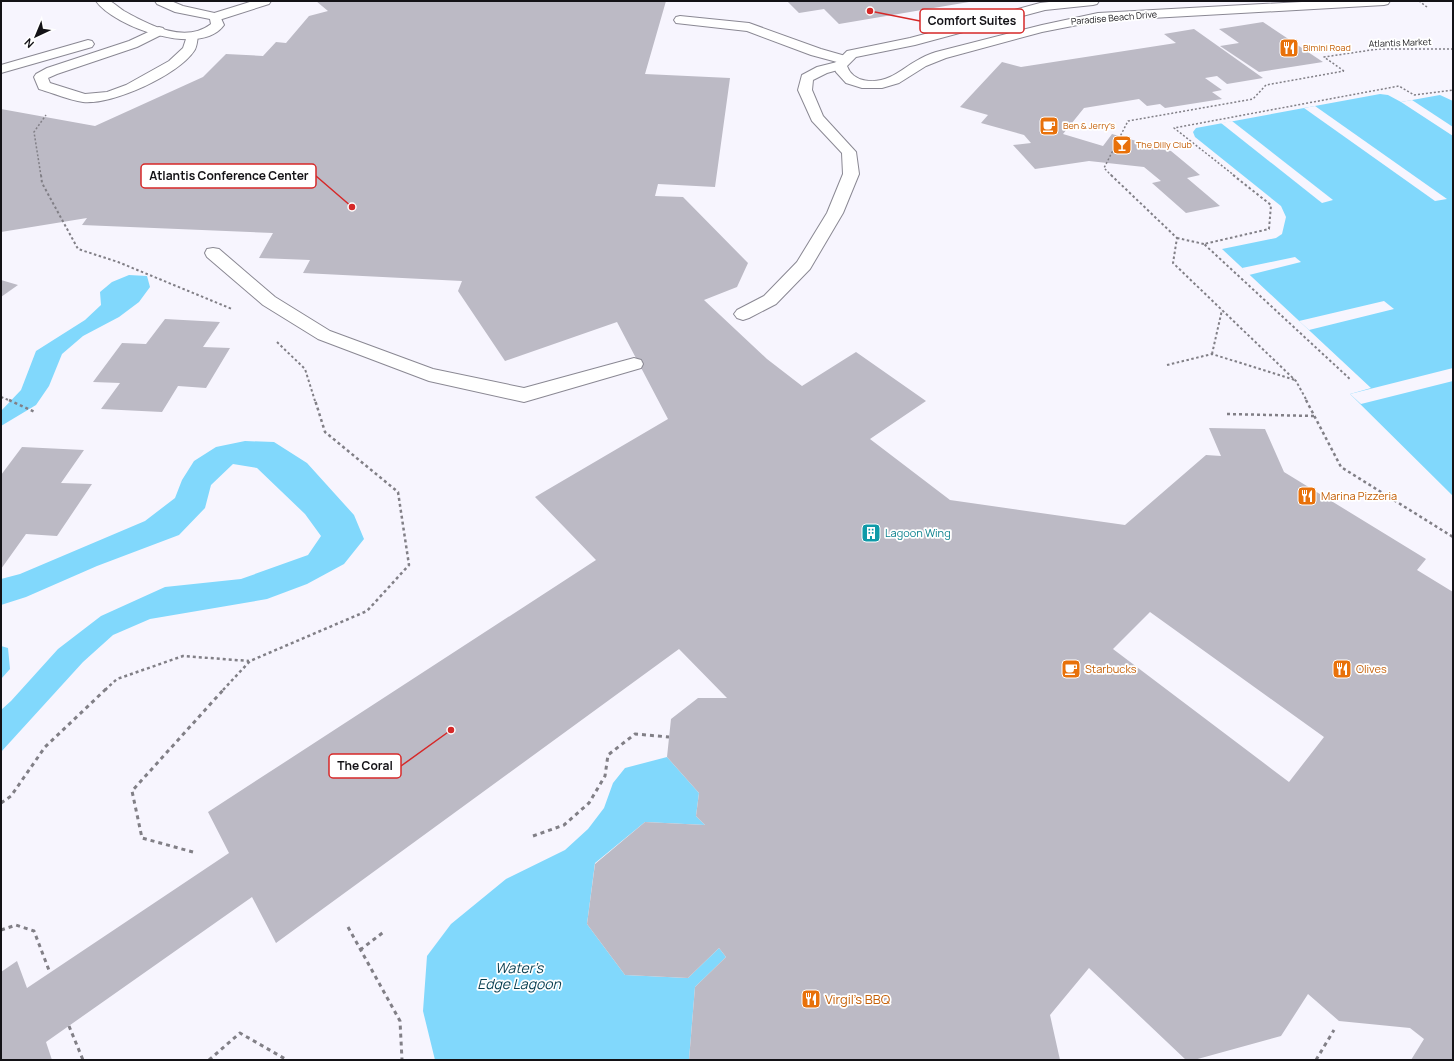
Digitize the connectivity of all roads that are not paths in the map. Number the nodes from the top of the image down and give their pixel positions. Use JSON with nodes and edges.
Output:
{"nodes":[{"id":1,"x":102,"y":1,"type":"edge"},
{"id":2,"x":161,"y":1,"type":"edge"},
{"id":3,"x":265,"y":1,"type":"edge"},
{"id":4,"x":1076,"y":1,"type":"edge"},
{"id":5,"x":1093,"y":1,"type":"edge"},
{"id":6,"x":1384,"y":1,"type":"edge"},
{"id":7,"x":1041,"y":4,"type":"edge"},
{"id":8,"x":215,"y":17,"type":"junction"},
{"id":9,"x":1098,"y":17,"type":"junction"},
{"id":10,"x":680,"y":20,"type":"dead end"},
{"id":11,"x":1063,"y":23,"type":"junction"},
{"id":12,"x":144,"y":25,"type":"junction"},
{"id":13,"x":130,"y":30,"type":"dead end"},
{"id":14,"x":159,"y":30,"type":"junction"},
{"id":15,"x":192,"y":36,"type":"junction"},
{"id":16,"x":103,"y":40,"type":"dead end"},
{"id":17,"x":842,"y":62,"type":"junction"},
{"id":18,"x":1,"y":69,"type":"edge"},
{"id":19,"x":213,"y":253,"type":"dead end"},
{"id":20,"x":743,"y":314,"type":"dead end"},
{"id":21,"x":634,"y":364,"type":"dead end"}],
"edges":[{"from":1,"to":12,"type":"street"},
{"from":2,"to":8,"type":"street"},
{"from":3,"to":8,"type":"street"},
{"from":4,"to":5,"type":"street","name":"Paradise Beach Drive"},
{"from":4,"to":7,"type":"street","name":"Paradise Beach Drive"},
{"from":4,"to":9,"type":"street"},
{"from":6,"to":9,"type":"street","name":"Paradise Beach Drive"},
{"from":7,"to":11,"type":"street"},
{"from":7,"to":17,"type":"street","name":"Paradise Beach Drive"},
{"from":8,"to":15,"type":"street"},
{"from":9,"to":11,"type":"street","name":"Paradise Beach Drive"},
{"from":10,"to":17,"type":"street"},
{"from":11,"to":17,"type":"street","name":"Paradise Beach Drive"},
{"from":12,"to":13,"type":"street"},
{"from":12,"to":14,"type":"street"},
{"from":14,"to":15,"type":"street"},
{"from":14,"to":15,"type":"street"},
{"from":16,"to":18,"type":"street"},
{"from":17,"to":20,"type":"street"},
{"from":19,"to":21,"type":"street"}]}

§ **Work order**:
Work out how many lines in the material above hold the string "Paradise", and reply with the number only.

§ **Reply**:
6